- The problem: The expected answer is every line from the material below that has the word "above".
>>
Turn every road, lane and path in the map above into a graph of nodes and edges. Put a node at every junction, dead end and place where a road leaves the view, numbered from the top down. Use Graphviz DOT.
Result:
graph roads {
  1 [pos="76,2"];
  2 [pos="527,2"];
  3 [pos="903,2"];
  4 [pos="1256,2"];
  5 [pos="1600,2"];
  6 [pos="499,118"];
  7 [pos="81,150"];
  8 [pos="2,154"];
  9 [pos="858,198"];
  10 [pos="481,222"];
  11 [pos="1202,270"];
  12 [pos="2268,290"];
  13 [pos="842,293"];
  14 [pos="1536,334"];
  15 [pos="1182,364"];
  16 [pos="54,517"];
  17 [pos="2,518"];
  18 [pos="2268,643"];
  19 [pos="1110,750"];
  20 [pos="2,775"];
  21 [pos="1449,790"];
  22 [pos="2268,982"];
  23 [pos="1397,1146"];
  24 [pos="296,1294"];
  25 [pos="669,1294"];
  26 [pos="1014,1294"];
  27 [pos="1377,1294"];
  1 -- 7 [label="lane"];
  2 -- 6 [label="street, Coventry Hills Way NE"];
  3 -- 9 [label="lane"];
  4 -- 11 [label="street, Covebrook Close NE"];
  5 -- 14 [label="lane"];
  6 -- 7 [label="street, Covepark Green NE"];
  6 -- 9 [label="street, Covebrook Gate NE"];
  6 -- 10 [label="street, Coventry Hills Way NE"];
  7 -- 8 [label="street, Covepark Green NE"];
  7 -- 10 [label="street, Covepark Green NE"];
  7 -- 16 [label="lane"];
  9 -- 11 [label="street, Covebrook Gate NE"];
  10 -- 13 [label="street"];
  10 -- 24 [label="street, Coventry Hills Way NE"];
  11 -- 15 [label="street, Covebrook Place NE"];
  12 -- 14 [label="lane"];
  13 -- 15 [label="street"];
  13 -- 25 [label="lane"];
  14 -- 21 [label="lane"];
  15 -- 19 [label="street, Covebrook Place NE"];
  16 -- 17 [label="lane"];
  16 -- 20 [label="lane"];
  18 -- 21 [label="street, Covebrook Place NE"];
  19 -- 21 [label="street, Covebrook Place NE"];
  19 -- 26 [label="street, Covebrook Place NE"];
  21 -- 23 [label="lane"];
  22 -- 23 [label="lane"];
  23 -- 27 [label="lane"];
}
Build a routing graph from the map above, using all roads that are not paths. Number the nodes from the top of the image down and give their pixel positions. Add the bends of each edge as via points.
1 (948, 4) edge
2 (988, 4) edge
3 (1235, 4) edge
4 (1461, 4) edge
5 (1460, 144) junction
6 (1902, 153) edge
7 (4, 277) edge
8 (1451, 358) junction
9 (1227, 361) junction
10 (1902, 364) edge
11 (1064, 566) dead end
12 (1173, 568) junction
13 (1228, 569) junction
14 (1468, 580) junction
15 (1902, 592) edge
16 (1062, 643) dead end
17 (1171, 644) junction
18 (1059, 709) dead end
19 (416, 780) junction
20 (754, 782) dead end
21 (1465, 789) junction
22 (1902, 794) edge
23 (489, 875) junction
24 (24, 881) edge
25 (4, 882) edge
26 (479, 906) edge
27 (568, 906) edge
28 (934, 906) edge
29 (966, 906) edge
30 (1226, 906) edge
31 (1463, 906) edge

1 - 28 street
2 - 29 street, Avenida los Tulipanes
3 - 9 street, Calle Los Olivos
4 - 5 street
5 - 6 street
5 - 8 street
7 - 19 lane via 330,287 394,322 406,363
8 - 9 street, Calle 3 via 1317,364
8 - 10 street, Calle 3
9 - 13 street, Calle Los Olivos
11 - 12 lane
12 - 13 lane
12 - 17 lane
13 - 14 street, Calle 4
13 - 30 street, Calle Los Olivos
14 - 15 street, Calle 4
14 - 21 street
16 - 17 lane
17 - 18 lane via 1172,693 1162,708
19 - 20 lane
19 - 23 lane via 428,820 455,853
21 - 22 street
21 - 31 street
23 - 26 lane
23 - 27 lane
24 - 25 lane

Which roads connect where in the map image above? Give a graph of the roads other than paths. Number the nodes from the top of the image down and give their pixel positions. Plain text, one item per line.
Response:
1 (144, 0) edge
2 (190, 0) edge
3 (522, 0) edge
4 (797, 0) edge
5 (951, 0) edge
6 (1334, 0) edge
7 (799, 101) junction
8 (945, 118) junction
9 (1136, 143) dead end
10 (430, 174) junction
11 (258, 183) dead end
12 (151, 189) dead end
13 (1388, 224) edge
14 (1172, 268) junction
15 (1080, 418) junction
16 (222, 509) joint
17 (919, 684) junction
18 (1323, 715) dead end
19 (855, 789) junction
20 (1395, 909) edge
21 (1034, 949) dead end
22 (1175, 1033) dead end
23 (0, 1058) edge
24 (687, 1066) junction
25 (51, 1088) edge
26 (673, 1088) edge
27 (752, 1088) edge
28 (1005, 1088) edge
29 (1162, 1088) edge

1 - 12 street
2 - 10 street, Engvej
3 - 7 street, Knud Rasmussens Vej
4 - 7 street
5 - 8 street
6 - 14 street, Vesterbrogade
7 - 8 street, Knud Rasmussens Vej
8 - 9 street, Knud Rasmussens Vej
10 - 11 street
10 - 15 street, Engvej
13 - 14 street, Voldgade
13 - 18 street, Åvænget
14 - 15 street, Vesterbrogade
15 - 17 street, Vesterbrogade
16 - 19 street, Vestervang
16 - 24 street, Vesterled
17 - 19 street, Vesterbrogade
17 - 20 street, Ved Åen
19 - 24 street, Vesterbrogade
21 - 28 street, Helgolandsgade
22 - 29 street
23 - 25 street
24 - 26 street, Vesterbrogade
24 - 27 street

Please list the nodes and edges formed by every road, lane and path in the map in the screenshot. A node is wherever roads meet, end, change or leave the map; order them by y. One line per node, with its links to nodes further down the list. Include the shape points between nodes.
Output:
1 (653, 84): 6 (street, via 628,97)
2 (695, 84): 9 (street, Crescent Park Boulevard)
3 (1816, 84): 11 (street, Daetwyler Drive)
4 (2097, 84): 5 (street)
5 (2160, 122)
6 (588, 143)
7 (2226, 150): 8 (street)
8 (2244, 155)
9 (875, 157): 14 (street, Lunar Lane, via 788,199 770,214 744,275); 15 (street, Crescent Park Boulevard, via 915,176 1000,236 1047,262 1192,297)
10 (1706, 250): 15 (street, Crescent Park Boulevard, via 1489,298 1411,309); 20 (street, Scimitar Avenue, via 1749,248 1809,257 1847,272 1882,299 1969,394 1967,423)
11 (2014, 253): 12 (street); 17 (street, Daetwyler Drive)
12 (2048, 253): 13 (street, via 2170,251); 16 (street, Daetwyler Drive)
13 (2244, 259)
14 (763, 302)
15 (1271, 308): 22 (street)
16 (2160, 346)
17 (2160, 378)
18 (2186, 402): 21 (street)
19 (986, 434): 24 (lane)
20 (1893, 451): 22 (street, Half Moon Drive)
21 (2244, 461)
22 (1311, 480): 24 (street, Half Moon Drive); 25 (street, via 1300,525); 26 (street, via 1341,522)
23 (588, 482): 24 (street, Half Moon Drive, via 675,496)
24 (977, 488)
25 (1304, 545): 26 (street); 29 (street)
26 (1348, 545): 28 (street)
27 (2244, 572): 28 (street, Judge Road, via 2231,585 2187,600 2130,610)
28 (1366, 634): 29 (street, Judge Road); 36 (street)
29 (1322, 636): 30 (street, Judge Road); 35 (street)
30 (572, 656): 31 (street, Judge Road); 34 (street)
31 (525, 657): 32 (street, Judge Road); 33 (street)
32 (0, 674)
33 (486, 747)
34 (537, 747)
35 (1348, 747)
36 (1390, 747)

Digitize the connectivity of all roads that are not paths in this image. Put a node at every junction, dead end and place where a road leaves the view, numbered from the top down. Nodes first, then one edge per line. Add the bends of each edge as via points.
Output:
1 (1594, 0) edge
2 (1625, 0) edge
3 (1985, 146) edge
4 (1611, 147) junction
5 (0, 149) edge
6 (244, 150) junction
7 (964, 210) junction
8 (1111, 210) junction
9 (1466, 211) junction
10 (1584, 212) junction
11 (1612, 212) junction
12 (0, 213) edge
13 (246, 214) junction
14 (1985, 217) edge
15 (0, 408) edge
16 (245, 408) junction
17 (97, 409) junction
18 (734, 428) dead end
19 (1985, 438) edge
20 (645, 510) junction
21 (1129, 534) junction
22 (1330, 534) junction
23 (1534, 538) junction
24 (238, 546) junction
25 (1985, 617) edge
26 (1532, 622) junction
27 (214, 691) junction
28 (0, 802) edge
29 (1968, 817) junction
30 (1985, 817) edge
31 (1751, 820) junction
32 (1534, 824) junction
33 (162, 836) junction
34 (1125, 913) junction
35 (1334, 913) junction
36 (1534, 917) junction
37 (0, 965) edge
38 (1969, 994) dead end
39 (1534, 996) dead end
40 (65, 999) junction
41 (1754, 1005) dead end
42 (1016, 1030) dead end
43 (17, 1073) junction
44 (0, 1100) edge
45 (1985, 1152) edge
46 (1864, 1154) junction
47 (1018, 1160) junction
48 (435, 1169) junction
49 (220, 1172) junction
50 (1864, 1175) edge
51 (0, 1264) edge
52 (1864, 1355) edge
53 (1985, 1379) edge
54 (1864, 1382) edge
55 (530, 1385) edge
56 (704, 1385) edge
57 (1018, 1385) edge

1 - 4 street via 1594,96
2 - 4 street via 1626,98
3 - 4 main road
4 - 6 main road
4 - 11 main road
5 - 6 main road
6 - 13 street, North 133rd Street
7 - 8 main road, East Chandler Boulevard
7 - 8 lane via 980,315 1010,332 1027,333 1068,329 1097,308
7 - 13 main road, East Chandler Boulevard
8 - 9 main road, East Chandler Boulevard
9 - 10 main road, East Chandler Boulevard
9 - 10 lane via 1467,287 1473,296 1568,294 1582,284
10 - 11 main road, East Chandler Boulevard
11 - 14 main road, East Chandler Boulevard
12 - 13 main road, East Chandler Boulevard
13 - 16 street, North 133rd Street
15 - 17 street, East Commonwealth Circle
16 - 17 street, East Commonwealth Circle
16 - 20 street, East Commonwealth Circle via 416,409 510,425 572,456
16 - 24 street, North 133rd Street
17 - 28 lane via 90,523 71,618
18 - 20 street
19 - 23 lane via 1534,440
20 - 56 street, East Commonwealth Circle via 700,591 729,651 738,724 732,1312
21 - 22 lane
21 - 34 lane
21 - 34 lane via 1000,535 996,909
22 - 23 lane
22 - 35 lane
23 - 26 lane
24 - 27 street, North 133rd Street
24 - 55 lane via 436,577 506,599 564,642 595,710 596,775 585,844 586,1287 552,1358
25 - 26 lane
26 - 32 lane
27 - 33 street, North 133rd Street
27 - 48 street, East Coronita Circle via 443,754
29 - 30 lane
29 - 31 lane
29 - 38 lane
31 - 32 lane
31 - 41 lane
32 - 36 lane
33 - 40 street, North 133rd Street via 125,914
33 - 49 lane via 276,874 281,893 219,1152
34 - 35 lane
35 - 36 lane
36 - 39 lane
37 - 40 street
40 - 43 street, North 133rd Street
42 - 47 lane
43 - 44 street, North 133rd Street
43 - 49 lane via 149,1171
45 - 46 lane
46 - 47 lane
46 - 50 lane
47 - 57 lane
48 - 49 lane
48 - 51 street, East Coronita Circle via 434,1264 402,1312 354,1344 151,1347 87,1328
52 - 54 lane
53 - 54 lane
<<
- Answer space:
Turn every road, lane and path in the map above into a graph of nodes and edges. Put a node at every junction, dead end and place where a road leaves the view, numbered from the top down. Use Graphviz DOT.
Build a routing graph from the map above, using all roads that are not paths. Number the nodes from the top of the image down and give their pixel positions. Add the bends of each edge as via points.
Which roads connect where in the map image above? Give a graph of the roads other than paths. Number the nodes from the top of the image down and give their pixel positions. Plain text, one item per line.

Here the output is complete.